How can an ultrafilter be considered as a finitely additive measure?
It does not say that every finitely additive measure induces an ultrafilter. However, it is true that every non-trivial $\{0,1\}$-valued finitely additive measure on $\wp(X)$ induces an ultrafilter on $X$.
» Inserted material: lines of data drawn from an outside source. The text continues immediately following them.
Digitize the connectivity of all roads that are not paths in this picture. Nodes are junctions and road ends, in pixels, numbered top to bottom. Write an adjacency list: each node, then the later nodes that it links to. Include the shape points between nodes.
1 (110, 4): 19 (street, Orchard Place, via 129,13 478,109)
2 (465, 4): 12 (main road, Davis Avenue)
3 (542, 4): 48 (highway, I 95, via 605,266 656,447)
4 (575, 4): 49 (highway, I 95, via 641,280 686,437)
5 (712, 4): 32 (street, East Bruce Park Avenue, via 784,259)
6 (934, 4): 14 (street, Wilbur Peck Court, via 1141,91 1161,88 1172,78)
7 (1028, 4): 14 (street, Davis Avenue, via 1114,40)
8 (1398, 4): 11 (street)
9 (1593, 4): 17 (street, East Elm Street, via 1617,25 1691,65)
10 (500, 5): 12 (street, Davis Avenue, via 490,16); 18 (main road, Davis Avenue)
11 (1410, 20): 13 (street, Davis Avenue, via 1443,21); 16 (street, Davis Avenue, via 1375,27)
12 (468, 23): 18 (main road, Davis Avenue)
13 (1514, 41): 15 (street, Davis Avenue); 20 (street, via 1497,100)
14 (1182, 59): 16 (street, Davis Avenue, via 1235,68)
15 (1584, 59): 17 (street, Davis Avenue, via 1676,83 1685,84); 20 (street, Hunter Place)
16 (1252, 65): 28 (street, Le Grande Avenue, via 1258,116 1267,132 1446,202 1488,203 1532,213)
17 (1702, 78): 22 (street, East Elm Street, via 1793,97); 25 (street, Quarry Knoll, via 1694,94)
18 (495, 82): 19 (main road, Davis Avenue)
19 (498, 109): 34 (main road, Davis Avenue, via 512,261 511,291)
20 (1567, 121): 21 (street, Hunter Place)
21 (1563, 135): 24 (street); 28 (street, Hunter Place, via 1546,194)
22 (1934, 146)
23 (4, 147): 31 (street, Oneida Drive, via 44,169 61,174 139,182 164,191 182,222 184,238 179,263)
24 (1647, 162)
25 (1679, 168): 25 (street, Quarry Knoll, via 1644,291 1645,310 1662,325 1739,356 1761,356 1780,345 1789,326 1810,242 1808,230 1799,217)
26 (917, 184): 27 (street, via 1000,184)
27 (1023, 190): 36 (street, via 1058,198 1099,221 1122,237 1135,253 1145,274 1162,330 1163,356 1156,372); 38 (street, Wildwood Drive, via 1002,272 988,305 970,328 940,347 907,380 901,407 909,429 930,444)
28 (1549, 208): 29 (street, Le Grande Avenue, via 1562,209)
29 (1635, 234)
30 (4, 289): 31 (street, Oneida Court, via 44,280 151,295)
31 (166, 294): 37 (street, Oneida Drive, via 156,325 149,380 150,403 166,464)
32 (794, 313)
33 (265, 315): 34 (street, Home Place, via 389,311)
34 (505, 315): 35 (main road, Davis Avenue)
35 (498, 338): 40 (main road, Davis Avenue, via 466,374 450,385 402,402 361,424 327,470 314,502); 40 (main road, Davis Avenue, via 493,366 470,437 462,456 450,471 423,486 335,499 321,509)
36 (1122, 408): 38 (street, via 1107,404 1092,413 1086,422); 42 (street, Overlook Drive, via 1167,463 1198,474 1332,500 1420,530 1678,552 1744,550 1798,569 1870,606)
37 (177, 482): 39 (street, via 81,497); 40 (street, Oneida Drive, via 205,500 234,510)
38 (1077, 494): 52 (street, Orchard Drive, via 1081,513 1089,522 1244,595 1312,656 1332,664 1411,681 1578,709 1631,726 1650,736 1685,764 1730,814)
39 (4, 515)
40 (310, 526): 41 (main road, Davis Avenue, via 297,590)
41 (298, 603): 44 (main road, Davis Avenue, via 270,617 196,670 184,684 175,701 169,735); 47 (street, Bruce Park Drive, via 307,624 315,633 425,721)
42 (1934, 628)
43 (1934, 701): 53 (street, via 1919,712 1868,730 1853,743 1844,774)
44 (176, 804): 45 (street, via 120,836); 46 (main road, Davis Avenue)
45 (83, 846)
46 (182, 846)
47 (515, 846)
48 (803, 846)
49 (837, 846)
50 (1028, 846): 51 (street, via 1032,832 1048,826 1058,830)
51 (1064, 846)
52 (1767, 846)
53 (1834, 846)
Suppose that $m$ is a $\{0,1\}$-valued finitely additive measure defined on $\wp(X)$ such that $m(X)=1$. Let $\mathscr{U}=\{U\subseteq X:m(U)=1\}$. For each $A\subseteq X$ we have $m(A)+m(X\setminus A)=1$, so exactly one of $A$ and $X\setminus A$ belongs to $\mathscr{U}$. Clearly $V\in\mathscr{U}$ whenever $X\supseteq V\supseteq U\in\mathscr{U}$, so $\mathscr{U}$ is closed under taking supersets. If $U,V\in\mathscr{U}$ and $U\cap V\notin\mathscr{U}$, then
$$1=m(U)=m(U\setminus V)+m(U\cap V)=m(U\setminus V)$$
and similarly $m(V\setminus U=1$, so
$$m(U\cup V)=m(U\setminus V)+m(U\cap V)+m(V\setminus U)=2\;,$$
which is absurd. Thus, $\mathscr{U}$ is closed under taking finite intersections. Finally, for each $A\subseteq X$ we have $m(A)+m(X\setminus A)=1$, so exactly one of $A$ and $X\setminus A$ belongs to $\mathscr{U}$. Thus, $\mathscr{U}$ is an ultrafilter on $X$.
Yes, it is enough (if we insist that the whole set has measure $1$). We need to check that any superset of a set of measure $1$ has measure $1$ (easy), and that the intersection of two sets of measure $1$ has measure $1$.
So let $A$ and $B$ have measure $1$. Then $A\cup B$ has measure $1$, and is the disjoint union of $A\cap B$, $A\setminus B$, and $B\setminus A$.
If $A\cap B$ does not have measure $1$, then each of $A\setminus B$ and $B\setminus A$ do, contradicting finite additivity.
Remark: Finitely additive $\{0,1\}$-valued measures defined on all subsets of a set $I$, and ultrafilters on $I$ are such close relatives that there is no point in distinguishing between the two.
When we are working with an ultrapower $A^{I}/D$, it is often more natural to say that the functions $f$, $g$ from $I$ to $A$ are equal "almost everywhere" than to say $\{i:f(i)=g(i)\}\in D$.